Sheriff Callie usually follows a predictable format: problem introduced, first attempt to solve it fails (usually by a supporting character's folly), second attempt makes it worse, Callie saves the day and everyone learns a valuable moral lesson. At some point there is a musical number or two. Fairly straight forward. 

Our Little Buddha loves the music from the show. We have often postponed a meltdown by singing the "milkshake song." The tunes are catchy, but after repeated viewings they will haunt you. Haunt you.

The show has some interesting guest voices. When I heard the Milk Bandit, I couldn't place the voice--I was shocked to see it was Flea. Yep, from the Red Hot Chili Peppers. He is in good company, the Silverado brothers are voiced by Iggy Pop and Henry Rollins. Chris Issak as Johnny Strum the singing bandit. Plus you'll hear familiar voices from  TV shows like Family Guy and King of the Hill.

So, what are my issues with Sheriff Callie? Way too moralistic. Life isn't black and white and neither are our choices. The show stresses following the rules over critical thought and doing what you are told is right over what may feel right. I know this may not be an issue for other families, and they may agree more with Callie--that's fine, but it isn't how our family views the world. An example? When two blue-jays' crops fail they steal corn from Farmer Stinky. The moral is : It is never okay to steal. Now, in Callie's defense they do help them grow more corn. They don't leave them hungry. Still, I disagree with the message, as it comes from a place of great privilege. It is much harder decision to make when you or your family is hungry.
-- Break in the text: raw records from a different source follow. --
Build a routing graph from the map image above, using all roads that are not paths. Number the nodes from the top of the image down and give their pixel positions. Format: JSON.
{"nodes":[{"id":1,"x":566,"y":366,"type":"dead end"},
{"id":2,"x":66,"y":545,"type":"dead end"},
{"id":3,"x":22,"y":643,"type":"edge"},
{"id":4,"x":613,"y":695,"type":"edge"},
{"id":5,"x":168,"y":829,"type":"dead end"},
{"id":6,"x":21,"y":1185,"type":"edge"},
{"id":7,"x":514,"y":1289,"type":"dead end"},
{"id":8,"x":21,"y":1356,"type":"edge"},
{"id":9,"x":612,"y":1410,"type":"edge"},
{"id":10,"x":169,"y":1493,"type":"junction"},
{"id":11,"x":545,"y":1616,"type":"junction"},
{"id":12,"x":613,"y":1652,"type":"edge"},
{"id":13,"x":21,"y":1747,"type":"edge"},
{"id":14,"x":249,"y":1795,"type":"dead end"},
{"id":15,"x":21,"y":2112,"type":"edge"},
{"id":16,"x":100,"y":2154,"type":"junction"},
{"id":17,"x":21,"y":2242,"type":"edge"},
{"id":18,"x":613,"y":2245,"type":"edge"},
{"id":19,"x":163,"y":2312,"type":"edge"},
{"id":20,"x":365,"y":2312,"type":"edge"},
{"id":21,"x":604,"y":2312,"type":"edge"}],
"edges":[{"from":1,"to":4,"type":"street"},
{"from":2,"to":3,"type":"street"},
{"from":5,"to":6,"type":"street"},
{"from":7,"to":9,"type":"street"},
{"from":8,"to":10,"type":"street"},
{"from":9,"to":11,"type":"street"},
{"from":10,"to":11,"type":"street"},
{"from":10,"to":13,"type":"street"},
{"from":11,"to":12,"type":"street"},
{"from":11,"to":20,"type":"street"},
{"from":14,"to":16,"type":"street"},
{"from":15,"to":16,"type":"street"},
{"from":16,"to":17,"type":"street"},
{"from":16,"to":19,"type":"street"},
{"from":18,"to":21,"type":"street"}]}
I get that this is a show aimed at preschoolers, but it rubs me the wrong way. During sections of the plot we have issue with I tell our little guy why we (mommy and daddy) think Sheriff Callie it is wrong. Hopefully it will model that it is okay to disagree with authority figures and encourage him to question messages he will encounter in media over the years. As he gets older I hope these discussions will be less one-way and will serve as a way to teach critical thought and empathy.

If you purchase the show via GooglePlay, you can download them for offline viewing, which can be a great help in long lines and during medical procedures. Callie did help us get a few clear ultrasounds. 

Overall, it isn't a bad show. Little Buddha really enjoys it, though not as much as when he was really little. I do appreciate that the lead and hero is female and that femininity itself isn't devalued in the show. I just don't care for the black and white moral messages that come up. I have seen the episodes more times than I can count and can't say that they hold up to repeated adult viewings, but few shows do. It will always have a special place in my memory--it gave my poor kiddo much joy during a hard time.